Title | Genome-wide identification of allelic expression in hypertensive rats. |
Publication Type | Journal Article |
Year of Publication | 2009 |
Authors | Dmitrieva, RI, Hinojos, CA, Grove, ML, Bell, RJ, Boerwinkle, E, Fornage, M, Doris, PA |
Journal | Circ Cardiovasc Genet |
Volume | 2 |
Issue | 2 |
Pagination | 106-15 |
Date Published | 2009 Apr |
ISSN | 1942-3268 |
Keywords | Alleles, Animals, Blood Pressure, Disease Models, Animal, Female, Gene Expression Profiling, Genome-Wide Association Study, Humans, Hypertension, Kidney, Male, Pedigree, Polymorphism, Single Nucleotide, Rats, Rats, Inbred SHR, Rats, Inbred WKY |
Abstract | BACKGROUND: Identification of genes involved in complex cardiovascular disease traits has proven challenging. Inbred animal models can facilitate genetic studies of disease traits. The spontaneously hypertensive rat (SHR) is an inbred model of hypertension that exists in several closely related but genetically distinct lines.METHODS AND RESULTS: We used renal gene-expression profiling across 3 distinct SHR lines to identify genes that show different expression in SHR than in the genetically related normotensive control strain, Wistar-Kyoto. To ensure robust discovery of genes showing SHR-specific expression differences, we considered only those genes in which differential expression is replicated in multiple animals of each of multiple hypertensive rat lines at multiple time points during the ontogeny of hypertension. Mutation analysis was performed on the identified genes to uncover allelic variation. We identified those genes in which all SHR lines share a single allele of the gene when normotensive controls (Wistar-Kyoto) have fixed the alternative allele. We then identified which of the differentially expressed genes show expression that is controlled by the alleleic variation present in and around the gene.

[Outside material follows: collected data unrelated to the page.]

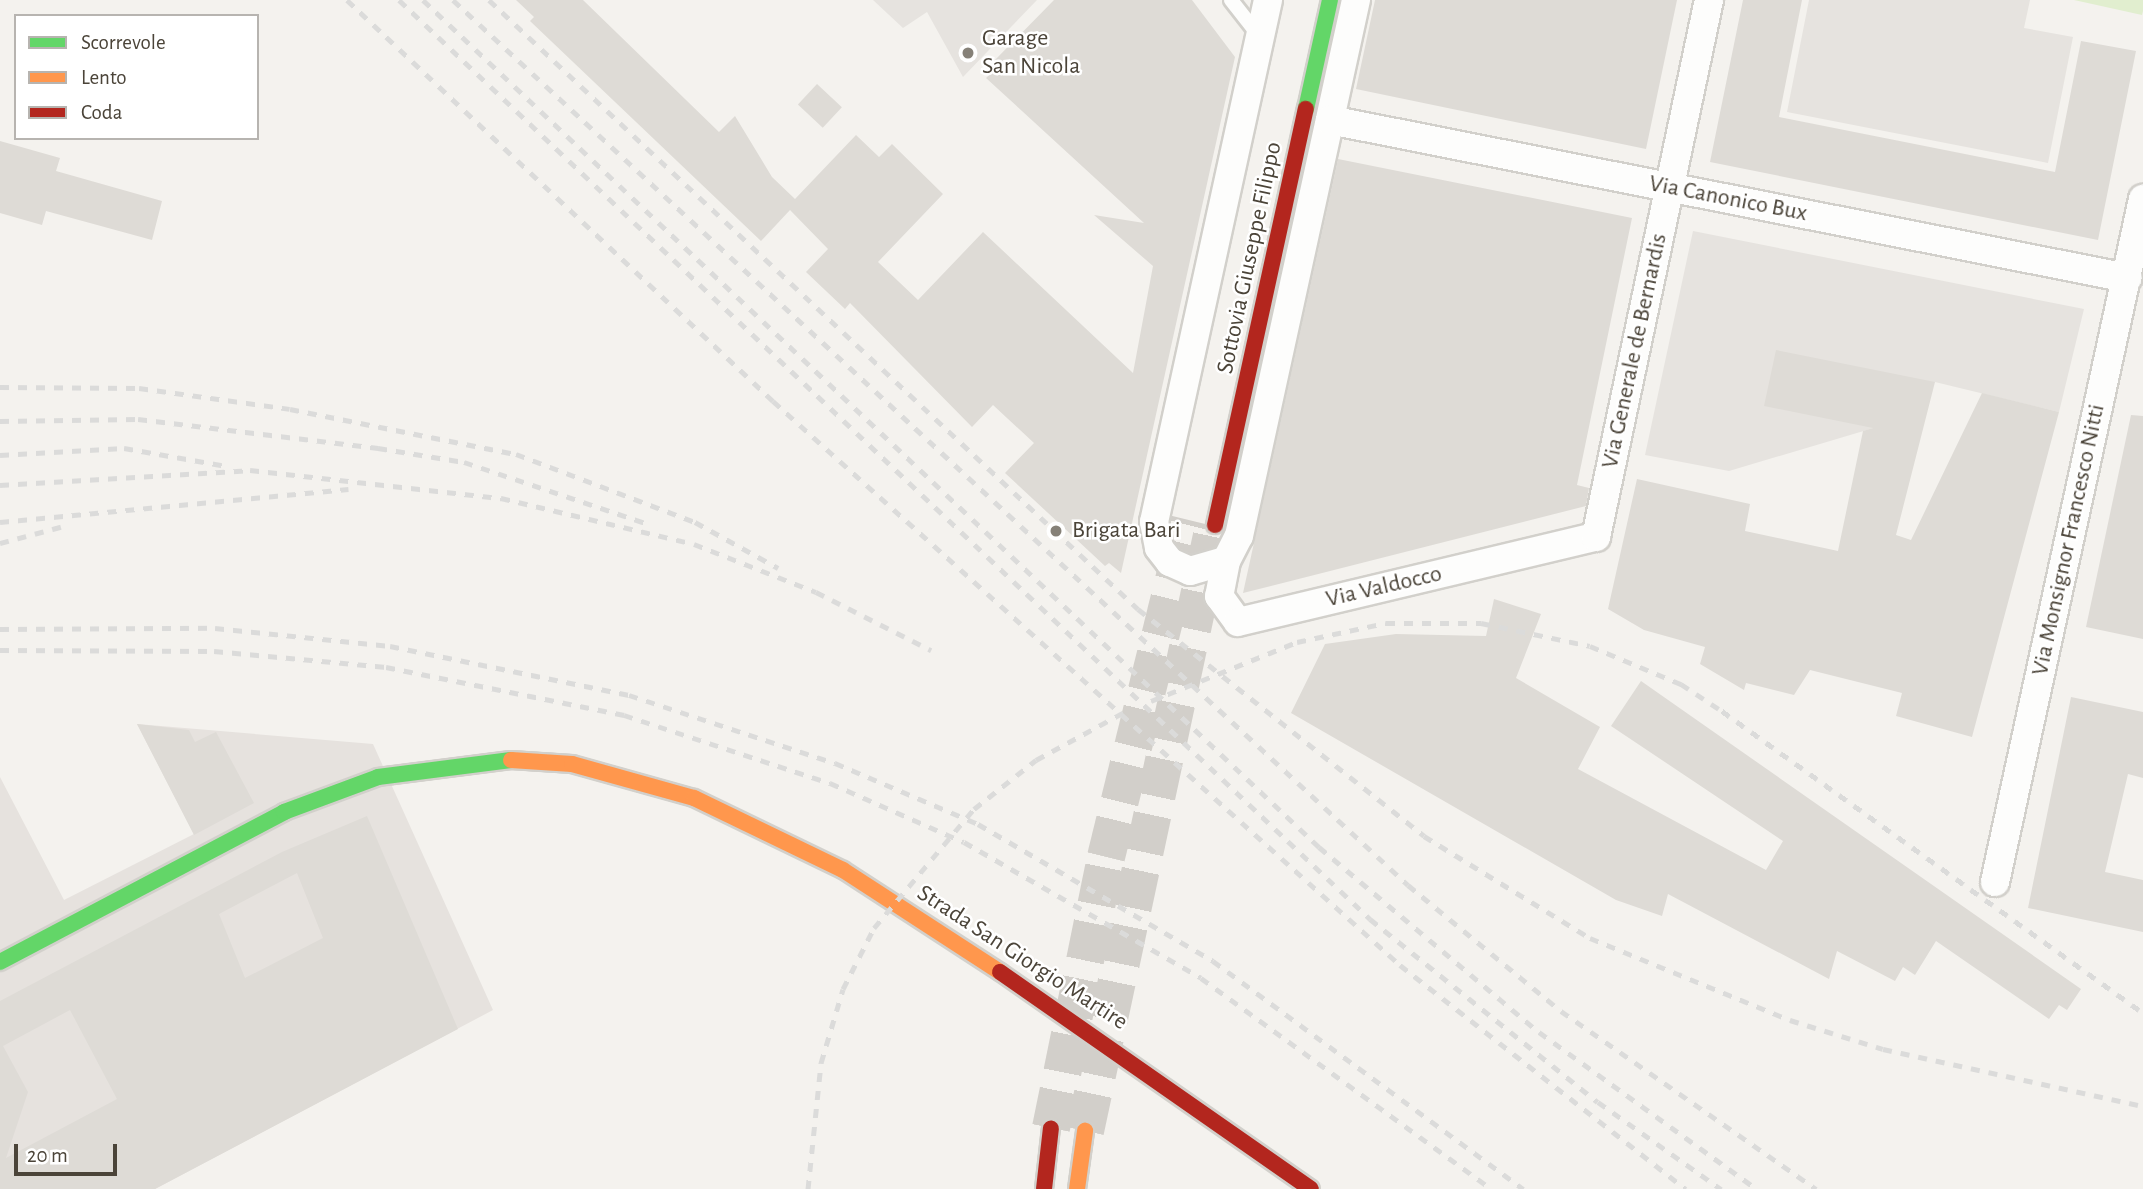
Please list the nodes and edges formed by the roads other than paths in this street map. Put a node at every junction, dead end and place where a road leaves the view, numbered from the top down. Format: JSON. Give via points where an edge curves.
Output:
{"nodes":[{"id":1,"x":1231,"y":0,"type":"edge"},
{"id":2,"x":1268,"y":0,"type":"edge"},
{"id":3,"x":1330,"y":0,"type":"edge"},
{"id":4,"x":1356,"y":0,"type":"edge"},
{"id":5,"x":1709,"y":0,"type":"edge"},
{"id":6,"x":1260,"y":37,"type":"junction"},
{"id":7,"x":1330,"y":120,"type":"junction"},
{"id":8,"x":1669,"y":187,"type":"junction"},
{"id":9,"x":2143,"y":198,"type":"edge"},
{"id":10,"x":2127,"y":278,"type":"junction"},
{"id":11,"x":1215,"y":525,"type":"tunnel mouth"},
{"id":12,"x":1596,"y":537,"type":"joint"},
{"id":13,"x":1226,"y":561,"type":"junction"},
{"id":14,"x":1995,"y":881,"type":"dead end"},
{"id":15,"x":0,"y":962,"type":"edge"},
{"id":16,"x":1051,"y":1128,"type":"tunnel mouth"},
{"id":17,"x":1084,"y":1131,"type":"tunnel mouth"},
{"id":18,"x":1044,"y":1189,"type":"edge"},
{"id":19,"x":1077,"y":1189,"type":"edge"},
{"id":20,"x":1311,"y":1189,"type":"edge"}],
"edges":[{"from":1,"to":6,"type":"lane"},
{"from":2,"to":6,"type":"street"},
{"from":3,"to":11,"type":"main road","name":"Sottovia Giuseppe Filippo"},
{"from":4,"to":7,"type":"street"},
{"from":5,"to":8,"type":"street","name":"Via Generale de Bernardis"},
{"from":6,"to":13,"type":"street","via":[[1154,523],[1170,562],[1190,571]]},
{"from":7,"to":8,"type":"street","name":"Via Canonico Bux"},
{"from":7,"to":13,"type":"street","via":[[1240,536]]},
{"from":8,"to":10,"type":"street","name":"Via Canonico Bux"},
{"from":8,"to":12,"type":"street","name":"Via Generale de Bernardis"},
{"from":9,"to":10,"type":"street","name":"Via Monsignor Francesco Nitti"},
{"from":10,"to":14,"type":"street","name":"Via Monsignor Francesco Nitti"},
{"from":12,"to":13,"type":"street","name":"Via Valdocco","via":[[1238,622],[1219,596]]},
{"from":15,"to":20,"type":"main road","name":"Strada San Giorgio Martire","via":[[284,812],[378,776],[438,763],[499,759],[635,778],[765,829],[843,870],[1174,1088]]},
{"from":16,"to":18,"type":"main road"},
{"from":17,"to":19,"type":"main road"}]}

Allelic expression was demonstrated by observing the effect on gene expression of alleles inherited in the freely segregating F(2) progeny of a cross between SHR and Wistar-Kyoto animals.CONCLUSIONS: The result of these studies is the identification of several genes (Ptprj, Ela1, Dapk-2, and Gstt2) in which each of 4 SHR lines examined have fixed the same allele and in which each of 2 Wistar-Kyoto lines have a contrasting allele for which the inherited allele influences the level of gene expression. We further show that alleles of these genes lie in extensive haplotype blocks that have been inherited identical by descent in the hypertensive lines. |
DOI | 10.1161/CIRCGENETICS.108.809509 |
Alternate Journal | Circ Cardiovasc Genet |
PubMed ID | 20031574 |
PubMed Central ID | PMC2760851 |
Grant List | HL69126 / HL / NHLBI NIH HHS / United States R01 DK045538 / DK / NIDDK NIH HHS / United States R01 DK045538-10 / DK / NIDDK NIH HHS / United States DDK74680 / / PHS HHS / United States R01 DK069632-02 / DK / NIDDK NIH HHS / United States R01 HL069126-03 / HL / NHLBI NIH HHS / United States R37 HL051021-15 / HL / NHLBI NIH HHS / United States R37 HL051021 / HL / NHLBI NIH HHS / United States NS41466 / NS / NINDS NIH HHS / United States R01 NS041466 / NS / NINDS NIH HHS / United States HL51021 / HL / NHLBI NIH HHS / United States DDK45538 / / PHS HHS / United States R01 DK069632 / DK / NIDDK NIH HHS / United States R01 NS041466-04 / NS / NINDS NIH HHS / United States R01 HL069126 / HL / NHLBI NIH HHS / United States |
Genome-wide identification of allelic expression in hypertensive rats.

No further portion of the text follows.